*EXERCISE*: Search the data for the string "where" and gather each line it is in.

· · · · ·

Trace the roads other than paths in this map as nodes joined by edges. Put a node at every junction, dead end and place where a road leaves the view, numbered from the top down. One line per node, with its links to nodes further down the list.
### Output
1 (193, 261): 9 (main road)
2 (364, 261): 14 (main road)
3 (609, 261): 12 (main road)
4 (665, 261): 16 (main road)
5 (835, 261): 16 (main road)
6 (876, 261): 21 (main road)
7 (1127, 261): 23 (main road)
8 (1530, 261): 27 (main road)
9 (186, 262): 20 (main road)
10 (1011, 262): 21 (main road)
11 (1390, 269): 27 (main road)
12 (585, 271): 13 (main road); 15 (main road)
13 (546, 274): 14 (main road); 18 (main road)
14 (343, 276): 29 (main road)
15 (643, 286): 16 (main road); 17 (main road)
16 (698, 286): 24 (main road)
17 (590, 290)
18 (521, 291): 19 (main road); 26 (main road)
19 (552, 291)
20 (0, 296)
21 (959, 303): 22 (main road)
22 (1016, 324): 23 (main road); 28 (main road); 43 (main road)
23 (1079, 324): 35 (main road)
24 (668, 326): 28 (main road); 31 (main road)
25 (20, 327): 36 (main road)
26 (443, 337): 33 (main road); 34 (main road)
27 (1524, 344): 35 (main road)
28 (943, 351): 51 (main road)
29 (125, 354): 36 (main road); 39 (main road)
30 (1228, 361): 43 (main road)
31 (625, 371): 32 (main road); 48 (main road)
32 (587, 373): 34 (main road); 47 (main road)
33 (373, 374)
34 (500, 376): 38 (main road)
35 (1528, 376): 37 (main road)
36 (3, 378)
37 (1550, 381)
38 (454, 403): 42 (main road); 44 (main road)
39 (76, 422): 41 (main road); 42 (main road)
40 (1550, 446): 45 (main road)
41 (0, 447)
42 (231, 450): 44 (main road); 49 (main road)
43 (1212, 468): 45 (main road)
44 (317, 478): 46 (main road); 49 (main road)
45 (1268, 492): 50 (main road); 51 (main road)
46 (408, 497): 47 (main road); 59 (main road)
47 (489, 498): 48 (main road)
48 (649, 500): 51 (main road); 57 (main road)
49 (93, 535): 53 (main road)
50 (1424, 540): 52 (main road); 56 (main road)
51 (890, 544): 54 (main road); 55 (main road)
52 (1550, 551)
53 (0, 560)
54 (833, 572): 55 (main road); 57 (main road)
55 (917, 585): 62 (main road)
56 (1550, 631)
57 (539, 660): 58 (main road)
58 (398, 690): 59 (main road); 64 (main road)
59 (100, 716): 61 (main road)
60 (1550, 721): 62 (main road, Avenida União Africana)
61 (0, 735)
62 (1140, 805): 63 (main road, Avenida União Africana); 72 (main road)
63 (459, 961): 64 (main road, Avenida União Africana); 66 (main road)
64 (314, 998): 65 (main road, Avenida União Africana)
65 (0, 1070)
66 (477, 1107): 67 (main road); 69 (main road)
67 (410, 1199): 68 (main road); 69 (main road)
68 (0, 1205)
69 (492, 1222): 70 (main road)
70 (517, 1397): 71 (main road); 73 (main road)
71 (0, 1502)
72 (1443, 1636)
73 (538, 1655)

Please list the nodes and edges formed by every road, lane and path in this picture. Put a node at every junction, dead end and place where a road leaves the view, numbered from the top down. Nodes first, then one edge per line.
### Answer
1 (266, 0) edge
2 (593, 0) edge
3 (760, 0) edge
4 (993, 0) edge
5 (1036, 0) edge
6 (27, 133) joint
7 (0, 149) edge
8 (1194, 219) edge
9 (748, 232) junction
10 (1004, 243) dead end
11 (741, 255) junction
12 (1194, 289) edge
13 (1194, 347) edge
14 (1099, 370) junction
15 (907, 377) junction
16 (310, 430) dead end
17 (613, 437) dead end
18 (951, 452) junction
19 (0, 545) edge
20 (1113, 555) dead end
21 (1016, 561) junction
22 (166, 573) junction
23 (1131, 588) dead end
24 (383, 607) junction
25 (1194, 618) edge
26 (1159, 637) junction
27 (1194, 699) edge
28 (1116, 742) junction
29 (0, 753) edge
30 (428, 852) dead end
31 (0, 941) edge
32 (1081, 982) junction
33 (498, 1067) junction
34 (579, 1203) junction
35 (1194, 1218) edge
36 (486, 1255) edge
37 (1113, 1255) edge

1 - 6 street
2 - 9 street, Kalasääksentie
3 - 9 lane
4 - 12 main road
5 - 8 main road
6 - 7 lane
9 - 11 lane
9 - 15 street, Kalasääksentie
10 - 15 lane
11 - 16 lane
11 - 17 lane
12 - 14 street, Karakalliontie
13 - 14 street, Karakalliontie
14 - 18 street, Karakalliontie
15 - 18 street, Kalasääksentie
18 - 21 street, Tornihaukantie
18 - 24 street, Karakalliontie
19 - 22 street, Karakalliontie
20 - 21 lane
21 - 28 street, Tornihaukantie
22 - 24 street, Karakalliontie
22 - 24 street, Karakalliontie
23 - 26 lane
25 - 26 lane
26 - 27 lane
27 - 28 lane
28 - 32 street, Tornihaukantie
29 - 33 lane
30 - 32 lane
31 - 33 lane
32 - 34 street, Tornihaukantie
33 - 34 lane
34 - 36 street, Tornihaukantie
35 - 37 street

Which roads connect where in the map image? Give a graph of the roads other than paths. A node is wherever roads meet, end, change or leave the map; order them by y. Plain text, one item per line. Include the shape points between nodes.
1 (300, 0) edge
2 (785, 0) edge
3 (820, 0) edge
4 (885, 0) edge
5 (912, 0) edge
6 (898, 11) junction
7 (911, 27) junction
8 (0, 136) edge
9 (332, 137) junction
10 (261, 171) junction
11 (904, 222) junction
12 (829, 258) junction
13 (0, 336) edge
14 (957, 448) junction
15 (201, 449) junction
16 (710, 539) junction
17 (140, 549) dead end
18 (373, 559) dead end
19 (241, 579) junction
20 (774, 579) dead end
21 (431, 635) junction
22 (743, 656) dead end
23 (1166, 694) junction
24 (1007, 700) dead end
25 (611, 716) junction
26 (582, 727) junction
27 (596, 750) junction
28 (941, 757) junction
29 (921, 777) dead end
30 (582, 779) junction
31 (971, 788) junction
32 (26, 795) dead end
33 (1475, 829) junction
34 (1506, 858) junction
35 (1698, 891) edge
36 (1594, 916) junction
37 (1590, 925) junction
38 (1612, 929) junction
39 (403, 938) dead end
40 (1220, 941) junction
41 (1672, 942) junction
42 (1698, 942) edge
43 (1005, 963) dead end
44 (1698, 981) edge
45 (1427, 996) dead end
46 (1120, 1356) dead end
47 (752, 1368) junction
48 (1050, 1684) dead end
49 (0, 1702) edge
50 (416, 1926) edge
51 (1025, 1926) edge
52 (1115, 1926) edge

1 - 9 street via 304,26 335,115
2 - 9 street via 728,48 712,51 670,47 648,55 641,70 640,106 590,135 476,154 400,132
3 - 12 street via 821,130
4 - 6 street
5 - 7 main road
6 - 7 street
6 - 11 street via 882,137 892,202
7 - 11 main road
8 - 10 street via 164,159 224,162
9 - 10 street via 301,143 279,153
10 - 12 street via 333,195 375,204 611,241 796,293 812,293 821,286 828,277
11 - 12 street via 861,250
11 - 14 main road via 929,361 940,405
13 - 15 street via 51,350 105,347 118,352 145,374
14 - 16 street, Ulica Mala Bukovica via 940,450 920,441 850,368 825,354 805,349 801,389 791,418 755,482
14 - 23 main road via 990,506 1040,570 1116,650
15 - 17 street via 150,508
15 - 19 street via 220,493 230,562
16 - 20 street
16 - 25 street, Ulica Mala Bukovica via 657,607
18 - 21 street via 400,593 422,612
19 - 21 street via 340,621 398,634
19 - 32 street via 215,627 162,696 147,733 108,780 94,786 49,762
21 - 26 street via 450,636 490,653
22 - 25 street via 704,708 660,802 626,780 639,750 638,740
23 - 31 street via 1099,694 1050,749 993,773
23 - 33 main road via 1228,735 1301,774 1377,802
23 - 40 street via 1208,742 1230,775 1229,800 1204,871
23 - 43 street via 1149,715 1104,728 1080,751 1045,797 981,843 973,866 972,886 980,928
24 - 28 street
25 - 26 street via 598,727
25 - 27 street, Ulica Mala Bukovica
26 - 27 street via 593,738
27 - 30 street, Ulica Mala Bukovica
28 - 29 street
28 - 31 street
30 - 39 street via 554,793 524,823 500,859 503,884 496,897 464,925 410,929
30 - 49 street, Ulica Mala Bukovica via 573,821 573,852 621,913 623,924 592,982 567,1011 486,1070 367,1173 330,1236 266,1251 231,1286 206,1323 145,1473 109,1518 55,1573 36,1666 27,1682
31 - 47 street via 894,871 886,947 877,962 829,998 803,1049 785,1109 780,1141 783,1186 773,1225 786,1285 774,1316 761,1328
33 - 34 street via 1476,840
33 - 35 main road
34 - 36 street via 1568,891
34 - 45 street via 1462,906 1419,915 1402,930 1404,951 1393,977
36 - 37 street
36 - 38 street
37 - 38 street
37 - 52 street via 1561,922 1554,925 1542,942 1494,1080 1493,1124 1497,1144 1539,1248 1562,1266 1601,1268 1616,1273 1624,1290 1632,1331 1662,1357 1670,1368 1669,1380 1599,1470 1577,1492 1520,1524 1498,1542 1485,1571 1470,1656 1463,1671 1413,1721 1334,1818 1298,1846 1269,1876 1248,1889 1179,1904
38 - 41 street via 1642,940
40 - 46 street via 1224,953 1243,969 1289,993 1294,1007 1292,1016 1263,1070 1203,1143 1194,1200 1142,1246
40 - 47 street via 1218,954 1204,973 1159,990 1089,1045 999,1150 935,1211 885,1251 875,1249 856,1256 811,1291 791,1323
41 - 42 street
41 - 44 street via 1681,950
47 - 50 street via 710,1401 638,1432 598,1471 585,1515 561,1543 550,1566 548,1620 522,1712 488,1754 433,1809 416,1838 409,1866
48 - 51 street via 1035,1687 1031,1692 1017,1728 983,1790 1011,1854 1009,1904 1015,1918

· · · · ·

*COMPLETED EXERCISE*:
Trace the roads other than paths in this map as nodes joined by edges. Put a node at every junction, dead end and place where a road leaves the view, numbered from the top down. One line per node, with its links to nodes further down the list.
Please list the nodes and edges formed by every road, lane and path in this picture. Put a node at every junction, dead end and place where a road leaves the view, numbered from the top down. Nodes first, then one edge per line.
Which roads connect where in the map image? Give a graph of the roads other than paths. A node is wherever roads meet, end, change or leave the map; order them by y. Plain text, one item per line. Include the shape points between nodes.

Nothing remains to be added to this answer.